Imagine a future where your ego is suppressed at birth and a chip in your brain is connected to a super computer called Darren who knows all the answers to everything. Introduce a simple stapler girl, Lynn (Hayley Osborne), who has spent 10 years saving up enough money to have the procedure reversed to restore her ego and then immediately regrets it, and you have the concept of Rats.

It’s a really interesting concept, if a little heavy on its leanings to Orwell, but something about this production just doesn’t quite work. Perhaps it’s the conflict between Rats (who are meant to be wholly controlled by Darren and his data and algorithms), or perhaps it’s the Cons (who created Darren and oversee the Rats), but the idea just doesn’t gel enough in a way to make it believable. The Rats appear to have too much consciousness and the Cons appear to have too little control.

“Darren knows best,” we are told on numerous occasions, but clearly he doesn’t. Darren malfunctions and mayhem (apparently) ensues.

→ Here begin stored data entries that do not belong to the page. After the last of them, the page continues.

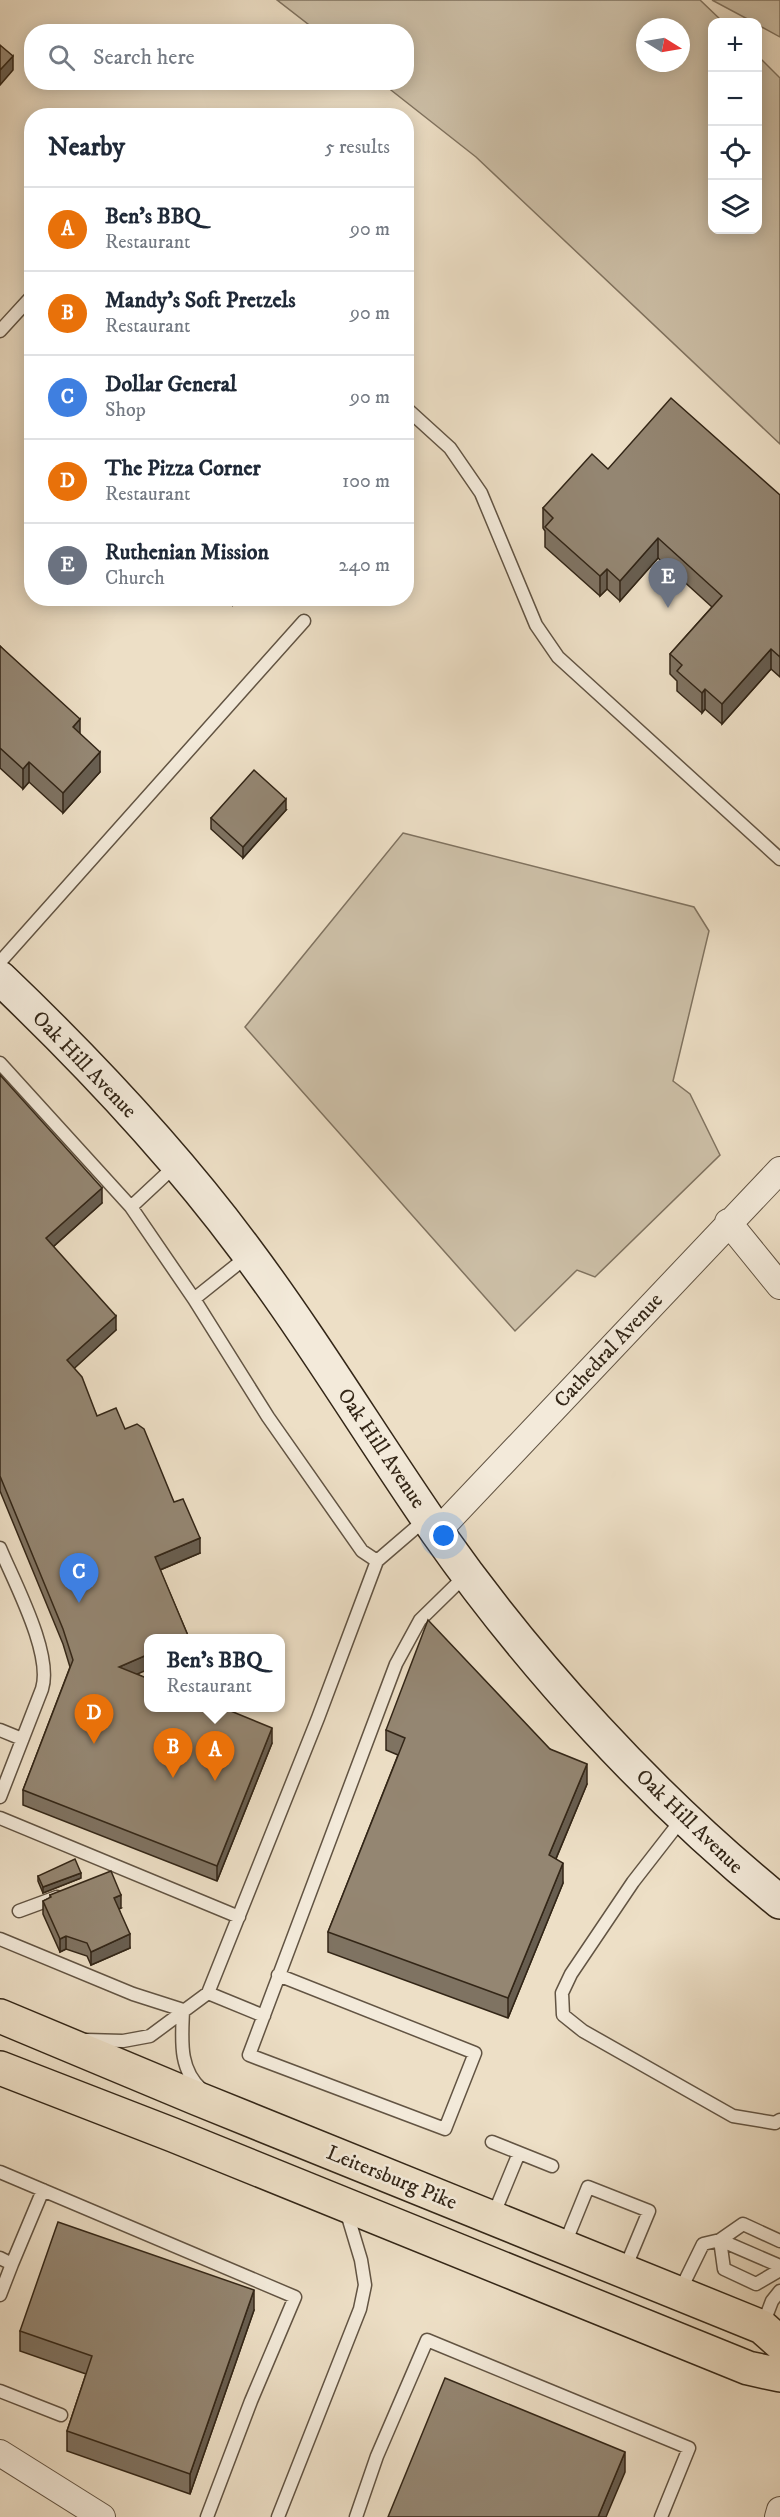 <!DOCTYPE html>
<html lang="en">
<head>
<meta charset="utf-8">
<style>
  body { margin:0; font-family:"IM FELL DW Pica",serif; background:#f6f6f7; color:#1f2937 }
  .controls { position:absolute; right:18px; top:18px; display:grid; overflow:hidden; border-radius:12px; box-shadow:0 3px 15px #0003 }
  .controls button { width:54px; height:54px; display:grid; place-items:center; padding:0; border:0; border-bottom:2px solid #e0e1e3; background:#fff; color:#1f2937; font:30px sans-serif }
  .compass { position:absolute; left:636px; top:18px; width:54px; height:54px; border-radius:50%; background:#fff; box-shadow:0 3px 15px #0003; rotate:101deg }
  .you { position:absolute; left:444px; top:1536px; width:21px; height:21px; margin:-15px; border:4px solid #fff; border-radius:50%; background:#1a73e8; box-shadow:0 0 0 9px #1a73e833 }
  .badge { display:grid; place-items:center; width:39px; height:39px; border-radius:50%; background:#8f2418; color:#fff; font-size:20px; font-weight:700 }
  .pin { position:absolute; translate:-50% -50px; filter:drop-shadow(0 2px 3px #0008) }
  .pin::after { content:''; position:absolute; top:32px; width:21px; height:18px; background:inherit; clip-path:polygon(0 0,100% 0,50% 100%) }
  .popup { position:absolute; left:144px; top:1634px; width:141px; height:78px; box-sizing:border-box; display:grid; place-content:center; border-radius:12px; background:#fff; filter:drop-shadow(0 2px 4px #0005); font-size:20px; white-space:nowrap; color:#747a83 }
  .popup b { font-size:22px; color:#1f2937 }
  .popup::after { content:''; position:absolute; left:50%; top:100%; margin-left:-12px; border:12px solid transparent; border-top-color:#fff }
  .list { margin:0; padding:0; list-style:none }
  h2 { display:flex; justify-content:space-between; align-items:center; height:78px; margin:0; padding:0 24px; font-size:26px }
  h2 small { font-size:20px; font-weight:400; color:#747a83 }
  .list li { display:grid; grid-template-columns:39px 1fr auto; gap:18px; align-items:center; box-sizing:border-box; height:84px; padding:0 24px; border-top:2px solid #e0e1e3 }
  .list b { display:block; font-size:22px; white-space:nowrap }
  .list p { margin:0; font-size:20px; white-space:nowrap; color:#747a83 }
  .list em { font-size:20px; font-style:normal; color:#747a83 }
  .icon { flex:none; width:33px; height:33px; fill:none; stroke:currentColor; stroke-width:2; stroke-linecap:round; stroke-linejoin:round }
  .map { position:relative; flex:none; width:780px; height:2517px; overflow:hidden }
  .search { position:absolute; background:#fff; box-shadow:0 3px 15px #0003; left:24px; top:24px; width:390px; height:66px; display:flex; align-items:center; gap:15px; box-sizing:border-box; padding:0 21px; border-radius:24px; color:#747a83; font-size:22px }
  .panel { position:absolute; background:#fff; box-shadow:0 3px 15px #0003; left:24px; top:108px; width:390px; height:498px; border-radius:24px }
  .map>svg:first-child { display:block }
  .green { fill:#cdc0a8; stroke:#807360; stroke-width:1.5; fill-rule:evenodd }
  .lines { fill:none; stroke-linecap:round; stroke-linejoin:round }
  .lane-casing { stroke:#625443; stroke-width:15 }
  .street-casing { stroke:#625443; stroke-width:28 }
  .secondary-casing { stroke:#332617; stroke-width:36 }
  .primary-casing { stroke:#332617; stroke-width:36 }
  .lane { stroke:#f3eada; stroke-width:12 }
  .street { stroke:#f3eada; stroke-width:26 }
  .secondary { stroke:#f3eada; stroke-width:33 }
  .primary { stroke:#eddfc6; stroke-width:33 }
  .wall { fill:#7f7362; stroke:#332617; stroke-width:1.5 }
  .shaded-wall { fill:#685e50; stroke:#332617; stroke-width:1.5 }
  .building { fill:#948672; stroke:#332617; stroke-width:1.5 }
  .labels { text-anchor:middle; stroke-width:5; stroke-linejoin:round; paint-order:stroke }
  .street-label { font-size:21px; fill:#332617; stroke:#f3eada }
</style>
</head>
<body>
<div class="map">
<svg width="780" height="2517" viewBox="0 0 780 2517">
  <rect width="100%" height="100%" fill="#eddfc6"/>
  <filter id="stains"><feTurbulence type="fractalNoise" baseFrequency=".00333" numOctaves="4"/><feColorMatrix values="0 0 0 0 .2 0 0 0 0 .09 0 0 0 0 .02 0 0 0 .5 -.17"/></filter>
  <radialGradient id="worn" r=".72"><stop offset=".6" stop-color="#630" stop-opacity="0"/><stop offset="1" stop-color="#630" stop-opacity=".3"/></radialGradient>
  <path class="green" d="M 277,0 L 700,0 L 723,22 L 712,22 L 712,230 L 758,230 L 758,56 L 780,78 L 780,444 L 476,157 L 382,83 L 406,82 L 406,32 L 317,31 ZM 645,27 L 681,27 L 681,63 L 645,63 Z
    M 712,0 L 780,0 L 780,37 L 758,25 L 758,22 L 753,22 Z
    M 403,833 L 694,907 L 709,931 L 673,1081 L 690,1094 L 720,1155 L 595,1277 L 577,1270 L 515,1331 L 245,1027 Z"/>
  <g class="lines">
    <g class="lane-casing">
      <path id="lane" d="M 0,331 L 32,296
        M 406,408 L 450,448 L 481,493 L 536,625 L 558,657 L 780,859
        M 0,962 L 304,621
        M 0,1063 L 131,1207 L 194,1299 L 268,1417 L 362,1551 L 377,1561
        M 131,1207 L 176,1165
        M 194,1299 L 249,1255
        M 0,1548 C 14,1582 53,1654 42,1689 L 0,1797
        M 0,1730 L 22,1739
        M 0,1818 L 239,1917
        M 682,1819 L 633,1882 L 571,1974 L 562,1993 L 563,2015 L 583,2031 L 733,2116 L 775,2123 L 780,2120
        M 19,1911 L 57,1897
        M 0,1939 L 133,1994 L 183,2010
        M 278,1975 L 475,2053 L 445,2129 L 249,2055 L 396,1664 L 420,1620 L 467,1574
        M 208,1993 L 264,2016
        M 183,2010 C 182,2039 178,2069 202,2090
        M 86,2040 L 123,2041 L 150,2036 L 208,1993 L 318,1718 L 377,1561 L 427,1518
        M 492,2142 L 552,2166
        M 0,2172 L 295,2297 L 251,2401 L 207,2517
        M 493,2216 L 519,2153
        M 780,2241 L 743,2224 L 720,2240 L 724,2269 L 756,2284 L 780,2270
        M 564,2246 L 588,2187 L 649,2211 L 624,2271
        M 0,2258 L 12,2264 L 0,2295
        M 12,2264 L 43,2190
        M 679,2293 L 703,2244 L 720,2240 L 780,2266
        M 762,2327 L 772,2301 L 780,2291
        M 0,2391 L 61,2415
        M 278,2517 L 360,2309 L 365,2285 L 361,2260 L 346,2210
        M 356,2517 L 377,2456 L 427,2340 L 689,2448 L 661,2517"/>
    </g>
    <g class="street-casing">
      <path id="street" d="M 728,1222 L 780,1286
        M 437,1532 L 780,1170
        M 0,2453 L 102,2517
        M 778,2517 L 780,2510"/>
    </g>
    <g class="secondary-casing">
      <path id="secondary" d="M 0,978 C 88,1062 173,1152 245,1249 C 313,1340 372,1438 437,1532 C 531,1666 652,1798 780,1902"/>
    </g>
    <g class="primary-casing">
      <path id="primary" d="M 0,2016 L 196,2098 L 762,2327 L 780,2343
        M 0,2068 L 173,2135 L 748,2368 L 780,2375"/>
    </g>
    <use href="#lane" class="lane"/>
    <use href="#street" class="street"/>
    <use href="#secondary" class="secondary"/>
    <use href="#primary" class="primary"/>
  </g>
  <path class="wall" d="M 608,469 L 780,495 L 780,677 L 771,669 L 722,724 L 705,709 L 702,713 L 677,691 L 677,681 L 670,674 L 670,654 L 712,607 L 658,558 L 620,601 L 607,589 L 600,596 L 545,547 L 545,531 L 543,528 L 543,508 Z
    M 226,598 L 239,598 L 233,605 Z
    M 0,646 L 80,734 L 100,772 L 63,813 L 29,782 L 23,789 L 0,768 Z
    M 286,810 L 243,858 L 211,829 L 211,818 Z
    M 0,1075 L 102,1203 L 53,1247 L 116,1330 L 74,1368 L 97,1416 L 125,1429 L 174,1502 L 200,1553 L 160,1570 L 189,1638 L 137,1674 L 272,1743 L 217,1881 L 23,1805 L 23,1790 L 70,1667 L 63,1644 L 0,1491 Z
    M 386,1730 L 550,1749 L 587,1784 L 556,1859 L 563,1883 L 508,2018 L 328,1952 L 328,1932 L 398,1755 L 386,1750 Z
    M 38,1876 L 81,1878 L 43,1893 L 38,1881 Z
    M 50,1895 L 121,1908 L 119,1909 L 130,1948 L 91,1965 L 87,1956 L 66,1949 L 60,1952 L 43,1914 L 43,1901 L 50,1898 Z
    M 254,2310 L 190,2494 L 67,2451 L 67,2431 L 86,2374 L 20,2351 L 20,2331 Z"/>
  <path class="shaded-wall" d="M 13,56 L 13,70 L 0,85 L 0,70 Z
    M 658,538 L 658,558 L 620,601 L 620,581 Z
    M 607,569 L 607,589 L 600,596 L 600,576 Z
    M 233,598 L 239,598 L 233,605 Z
    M 771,649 L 771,669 L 722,724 L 722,704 Z
    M 705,689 L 705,709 L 702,713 L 702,693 Z
    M 80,719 L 80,739 L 73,727 Z
    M 100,752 L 100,772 L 63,813 L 63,793 Z
    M 29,762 L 29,782 L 23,789 L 23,769 Z
    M 286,799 L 286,810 L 243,858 L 243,847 Z
    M 102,1188 L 102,1203 L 46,1253 L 46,1238 Z
    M 116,1316 L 116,1330 L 67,1375 L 67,1360 Z
    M 200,1538 L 200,1553 L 155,1572 L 155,1557 Z
    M 149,1654 L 149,1669 L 119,1682 L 119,1667 Z
    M 272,1728 L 272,1743 L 217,1881 L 217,1866 Z
    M 587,1764 L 587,1784 L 549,1875 L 549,1855 Z
    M 563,1863 L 563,1883 L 508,2018 L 508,1998 Z
    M 81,1873 L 81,1878 L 43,1893 L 43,1887 Z
    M 121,1895 L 121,1908 L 114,1911 L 114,1898 Z
    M 130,1934 L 130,1948 L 91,1965 L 91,1952 Z
    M 66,1936 L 66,1949 L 60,1952 L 60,1939 Z
    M 254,2290 L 254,2310 L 190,2494 L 190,2474 Z
    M 625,2452 L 625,2472 L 606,2517 L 598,2517 Z"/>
  <path class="building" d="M 0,45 L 13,56 L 0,70 Z
    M 671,398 L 780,495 L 780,657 L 771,649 L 722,704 L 705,689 L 702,693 L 677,671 L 682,665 L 670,654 L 722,596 L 658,538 L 620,581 L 607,569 L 600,576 L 545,527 L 553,518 L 543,508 L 592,454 L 608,469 Z
    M 0,646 L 80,719 L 73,727 L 100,752 L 63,793 L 29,762 L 23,769 L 0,748 Z
    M 254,770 L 286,799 L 243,847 L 211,818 Z
    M 0,1075 L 102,1188 L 46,1238 L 116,1316 L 67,1360 L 82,1377 L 97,1416 L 116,1408 L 125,1429 L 137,1424 L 144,1429 L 174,1502 L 183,1499 L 200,1538 L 155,1557 L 189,1638 L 149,1638 L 149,1654 L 119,1667 L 149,1679 L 149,1707 L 221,1707 L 272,1728 L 217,1866 L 23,1790 L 73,1660 L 63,1629 L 0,1476 Z
    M 428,1620 L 550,1749 L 587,1764 L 549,1855 L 563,1863 L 508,1998 L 328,1932 L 405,1738 L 386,1730 Z
    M 75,1859 L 81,1873 L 43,1887 L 38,1876 Z
    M 111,1871 L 121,1895 L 114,1898 L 130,1934 L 91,1952 L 87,1943 L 66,1936 L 60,1939 L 43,1901 L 51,1897 L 50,1895 Z
    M 58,2222 L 254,2290 L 190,2474 L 67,2431 L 92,2356 L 20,2331 Z
    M 445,2378 L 625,2452 L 598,2517 L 388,2517 Z"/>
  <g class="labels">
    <g class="street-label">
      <text transform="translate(85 1064) rotate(46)" y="7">Oak Hill Avenue</text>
      <text transform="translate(608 1350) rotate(-47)" y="7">Cathedral Avenue</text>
      <text transform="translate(382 1448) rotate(56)" y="7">Oak Hill Avenue</text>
      <text transform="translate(690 1821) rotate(44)" y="7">Oak Hill Avenue</text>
      <text transform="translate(392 2177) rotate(22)" y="7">Leitersburg Pike</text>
    </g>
  </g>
  <rect width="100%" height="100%" filter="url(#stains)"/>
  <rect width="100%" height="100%" fill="url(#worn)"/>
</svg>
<div class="controls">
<button>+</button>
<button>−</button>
<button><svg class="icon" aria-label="locate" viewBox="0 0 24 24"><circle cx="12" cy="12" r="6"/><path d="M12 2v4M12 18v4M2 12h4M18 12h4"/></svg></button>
<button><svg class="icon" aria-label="layers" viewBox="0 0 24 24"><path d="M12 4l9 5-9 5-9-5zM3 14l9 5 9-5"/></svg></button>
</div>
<svg class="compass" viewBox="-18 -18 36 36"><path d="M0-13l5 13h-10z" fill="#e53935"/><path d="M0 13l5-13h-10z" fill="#747a83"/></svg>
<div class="you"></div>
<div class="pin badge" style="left:215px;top:1781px;background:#e8710a">A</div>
<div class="popup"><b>Ben's BBQ</b>Restaurant</div>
<div class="pin badge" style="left:173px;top:1778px;background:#e8710a">B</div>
<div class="pin badge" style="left:79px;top:1603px;background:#3f7fe0">C</div>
<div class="pin badge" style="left:94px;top:1744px;background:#e8710a">D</div>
<div class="pin badge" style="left:668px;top:608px;background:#6b7280">E</div>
<div class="search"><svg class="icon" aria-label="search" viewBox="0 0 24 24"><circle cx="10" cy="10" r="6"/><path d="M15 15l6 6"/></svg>Search here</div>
<section class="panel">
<h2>Nearby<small>5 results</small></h2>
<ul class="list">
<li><span class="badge" style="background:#e8710a">A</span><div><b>Ben's BBQ</b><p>Restaurant</p></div><em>90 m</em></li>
<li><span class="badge" style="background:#e8710a">B</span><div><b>Mandy's Soft Pretzels</b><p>Restaurant</p></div><em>90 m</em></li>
<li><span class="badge" style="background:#3f7fe0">C</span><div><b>Dollar General</b><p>Shop</p></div><em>90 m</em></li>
<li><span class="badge" style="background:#e8710a">D</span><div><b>The Pizza Corner</b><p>Restaurant</p></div><em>100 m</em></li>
<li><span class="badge" style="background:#6b7280">E</span><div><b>Ruthenian Mission</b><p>Church</p></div><em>240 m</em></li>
</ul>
</section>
</div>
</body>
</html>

Obviously it’s tricky to act out such a turn of events, but I was left feeling unclear about what was so different in this world where Darren is no longer working.

Katy (Charlotte Bloomsbury), does a wonderful job of acting the archetypal Rat with her robotic acting skills (in this play, that’s a good thing), but even her performance is not enough to lift this play into the realms of credibility.

Overall, this is an interesting experimental piece that has aimed high in its quota to get the audience to think about this dystopian future, but the storyline needs some work.